- #1
Karl86
- 40
- 3
- Homework Statement
- Let ##\mathbf{E}## be an electric field that behaves like ##e^{i\mathbf{k}\cdot\mathbf{r} -\omega t}## and consider the equation relating ##\mathbf{E}## to the displacement field ##\mathbf{D}##: $$\mathbf{k}^2 \mathbf{E}=\frac{\omega^2}{c^2}\mathbf{D}$$ ##\mathbf{D}## is related to ##\mathbf{E}## by a permittivity matrix ##\epsilon_{ij}## such that ##D_i=\sum_j\epsilon_{ij} E_j##, but this should not be relevant.
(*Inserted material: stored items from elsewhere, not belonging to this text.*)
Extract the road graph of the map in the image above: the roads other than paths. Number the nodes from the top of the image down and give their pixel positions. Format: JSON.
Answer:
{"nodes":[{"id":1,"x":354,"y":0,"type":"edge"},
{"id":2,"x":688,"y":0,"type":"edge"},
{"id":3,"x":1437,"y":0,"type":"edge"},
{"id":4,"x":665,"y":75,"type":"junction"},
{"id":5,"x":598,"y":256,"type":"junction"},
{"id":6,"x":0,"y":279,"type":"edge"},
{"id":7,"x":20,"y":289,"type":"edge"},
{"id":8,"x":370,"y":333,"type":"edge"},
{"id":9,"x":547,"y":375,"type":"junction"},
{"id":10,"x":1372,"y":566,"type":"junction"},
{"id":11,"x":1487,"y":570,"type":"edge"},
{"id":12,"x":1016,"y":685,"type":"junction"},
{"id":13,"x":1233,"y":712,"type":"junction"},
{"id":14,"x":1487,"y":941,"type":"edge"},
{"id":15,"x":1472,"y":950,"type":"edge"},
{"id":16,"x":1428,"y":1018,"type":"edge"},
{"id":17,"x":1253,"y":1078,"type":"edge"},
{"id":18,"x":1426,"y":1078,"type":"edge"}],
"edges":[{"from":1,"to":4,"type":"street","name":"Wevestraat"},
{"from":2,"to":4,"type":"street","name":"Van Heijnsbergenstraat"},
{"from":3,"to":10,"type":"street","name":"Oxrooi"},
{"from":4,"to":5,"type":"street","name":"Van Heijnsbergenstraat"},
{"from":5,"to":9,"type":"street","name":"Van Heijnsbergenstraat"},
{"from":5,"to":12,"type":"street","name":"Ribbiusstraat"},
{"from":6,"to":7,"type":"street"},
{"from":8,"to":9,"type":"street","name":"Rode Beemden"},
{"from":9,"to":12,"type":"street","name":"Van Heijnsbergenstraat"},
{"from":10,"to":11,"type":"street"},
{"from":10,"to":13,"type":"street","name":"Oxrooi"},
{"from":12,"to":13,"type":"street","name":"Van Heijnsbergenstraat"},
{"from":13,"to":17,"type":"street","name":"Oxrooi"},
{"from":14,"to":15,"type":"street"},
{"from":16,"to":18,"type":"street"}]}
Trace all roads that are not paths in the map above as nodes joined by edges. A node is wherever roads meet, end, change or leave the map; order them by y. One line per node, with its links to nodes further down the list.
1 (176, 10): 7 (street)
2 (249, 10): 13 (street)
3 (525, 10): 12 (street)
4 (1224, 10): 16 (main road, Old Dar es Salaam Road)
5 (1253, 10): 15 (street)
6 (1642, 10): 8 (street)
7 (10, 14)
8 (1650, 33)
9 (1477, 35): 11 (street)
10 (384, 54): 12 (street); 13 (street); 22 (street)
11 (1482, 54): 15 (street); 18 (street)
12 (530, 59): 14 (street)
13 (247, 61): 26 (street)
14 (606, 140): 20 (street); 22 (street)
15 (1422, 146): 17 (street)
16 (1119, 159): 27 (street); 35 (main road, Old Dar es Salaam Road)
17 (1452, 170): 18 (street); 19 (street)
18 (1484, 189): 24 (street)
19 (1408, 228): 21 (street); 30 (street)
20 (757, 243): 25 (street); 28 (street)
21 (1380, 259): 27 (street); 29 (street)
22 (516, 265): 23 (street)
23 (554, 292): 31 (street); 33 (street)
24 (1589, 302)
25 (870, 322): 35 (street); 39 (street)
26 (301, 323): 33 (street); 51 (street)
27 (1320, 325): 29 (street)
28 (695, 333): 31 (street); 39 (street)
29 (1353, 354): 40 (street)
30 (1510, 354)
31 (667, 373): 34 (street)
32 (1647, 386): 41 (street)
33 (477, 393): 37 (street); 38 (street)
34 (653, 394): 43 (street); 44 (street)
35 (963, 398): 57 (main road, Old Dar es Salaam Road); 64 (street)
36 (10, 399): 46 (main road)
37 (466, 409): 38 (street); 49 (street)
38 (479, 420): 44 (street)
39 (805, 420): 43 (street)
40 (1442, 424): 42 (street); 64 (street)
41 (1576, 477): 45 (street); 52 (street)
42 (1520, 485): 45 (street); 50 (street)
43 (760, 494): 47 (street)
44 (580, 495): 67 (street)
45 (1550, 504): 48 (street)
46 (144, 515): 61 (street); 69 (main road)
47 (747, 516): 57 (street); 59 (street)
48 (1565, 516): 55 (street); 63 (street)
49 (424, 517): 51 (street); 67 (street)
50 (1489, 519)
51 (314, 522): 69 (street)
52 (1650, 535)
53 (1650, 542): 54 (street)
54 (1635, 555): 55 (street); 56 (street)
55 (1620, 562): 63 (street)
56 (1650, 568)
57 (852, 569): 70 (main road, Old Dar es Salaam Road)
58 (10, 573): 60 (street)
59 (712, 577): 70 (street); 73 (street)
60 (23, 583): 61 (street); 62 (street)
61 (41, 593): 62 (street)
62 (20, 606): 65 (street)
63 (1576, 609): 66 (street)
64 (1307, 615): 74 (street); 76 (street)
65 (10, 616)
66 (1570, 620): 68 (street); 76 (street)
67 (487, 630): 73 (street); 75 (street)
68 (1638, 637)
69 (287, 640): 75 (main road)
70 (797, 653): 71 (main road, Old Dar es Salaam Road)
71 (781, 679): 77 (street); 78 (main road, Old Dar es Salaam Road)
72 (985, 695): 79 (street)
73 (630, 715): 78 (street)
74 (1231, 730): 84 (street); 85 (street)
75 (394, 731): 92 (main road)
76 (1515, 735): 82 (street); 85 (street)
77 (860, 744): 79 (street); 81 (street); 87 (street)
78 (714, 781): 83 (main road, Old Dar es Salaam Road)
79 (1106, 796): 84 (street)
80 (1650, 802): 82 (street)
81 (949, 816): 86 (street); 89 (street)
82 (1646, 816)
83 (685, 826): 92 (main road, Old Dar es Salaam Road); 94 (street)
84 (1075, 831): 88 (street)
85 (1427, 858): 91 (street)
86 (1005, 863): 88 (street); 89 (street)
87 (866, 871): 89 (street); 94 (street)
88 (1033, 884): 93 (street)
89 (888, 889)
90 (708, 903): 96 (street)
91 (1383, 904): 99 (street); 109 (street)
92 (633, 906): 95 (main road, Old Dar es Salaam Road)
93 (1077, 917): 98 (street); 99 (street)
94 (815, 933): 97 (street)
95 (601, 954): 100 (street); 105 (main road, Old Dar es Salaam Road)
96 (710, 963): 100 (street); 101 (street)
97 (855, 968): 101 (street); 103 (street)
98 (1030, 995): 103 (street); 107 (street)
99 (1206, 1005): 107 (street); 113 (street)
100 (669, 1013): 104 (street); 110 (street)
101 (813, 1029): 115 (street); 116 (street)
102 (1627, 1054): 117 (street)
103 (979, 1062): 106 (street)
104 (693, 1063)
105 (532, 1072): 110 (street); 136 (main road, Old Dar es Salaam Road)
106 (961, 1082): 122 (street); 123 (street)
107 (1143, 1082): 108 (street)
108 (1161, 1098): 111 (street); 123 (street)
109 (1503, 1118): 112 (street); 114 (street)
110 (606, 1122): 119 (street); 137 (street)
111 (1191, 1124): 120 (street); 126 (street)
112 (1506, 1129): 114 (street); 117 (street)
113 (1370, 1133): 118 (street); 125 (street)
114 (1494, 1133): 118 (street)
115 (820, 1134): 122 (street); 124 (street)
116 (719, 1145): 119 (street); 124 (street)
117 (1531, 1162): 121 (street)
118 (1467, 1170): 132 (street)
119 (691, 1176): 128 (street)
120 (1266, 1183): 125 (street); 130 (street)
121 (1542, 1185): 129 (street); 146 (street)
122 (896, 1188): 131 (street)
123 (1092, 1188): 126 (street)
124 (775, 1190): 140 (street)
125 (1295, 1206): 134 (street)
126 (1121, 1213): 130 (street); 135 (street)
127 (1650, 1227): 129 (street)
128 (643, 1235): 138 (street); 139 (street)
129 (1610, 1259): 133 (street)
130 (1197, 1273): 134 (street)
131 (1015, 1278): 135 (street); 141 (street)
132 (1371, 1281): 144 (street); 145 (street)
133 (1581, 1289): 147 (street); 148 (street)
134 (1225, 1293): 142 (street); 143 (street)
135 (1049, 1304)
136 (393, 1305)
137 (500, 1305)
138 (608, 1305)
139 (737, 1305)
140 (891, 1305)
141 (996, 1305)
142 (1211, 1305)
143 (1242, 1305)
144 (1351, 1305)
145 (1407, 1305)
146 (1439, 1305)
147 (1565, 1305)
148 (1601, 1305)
If I know that the solutions ##\mathbf{E}## to the equation that are transverse to ##\mathbf{k}##, are given by the ##(E_1,E_2)## such that
$$ \begin{pmatrix} \omega^2 - c^2 k^2 -\frac{\omega_p^2 \omega^2}{\omega^2 - \omega_c^2} & i\frac{\omega_p^2 \omega_c \omega^2}{\omega^2-\omega_c^2} \\ -i\frac{\omega_p^2 \omega_c \omega^2}{\omega^2-\omega_c^2} & \omega^2 - c^2 k^2 -\frac{\omega_p^2 \omega^2}{\omega^2 - \omega_c^2} \end{pmatrix} \begin{pmatrix} E_1 \\ E_2 \end{pmatrix} = 0 $$ It is claimed that the dispersion relation of such a wave solution is $$c^2 k^2 = \omega^2 \left(1 - \frac{\omega_p^2}{\omega(\omega \pm \omega_c)}\right) $$ I don't understand this.
- Relevant Equations
- ##\omega^2=\Omega^2(k)## ??
I have no idea how this dispersion relation was deduced, and also what's the meaning of including plus and minus in the formula.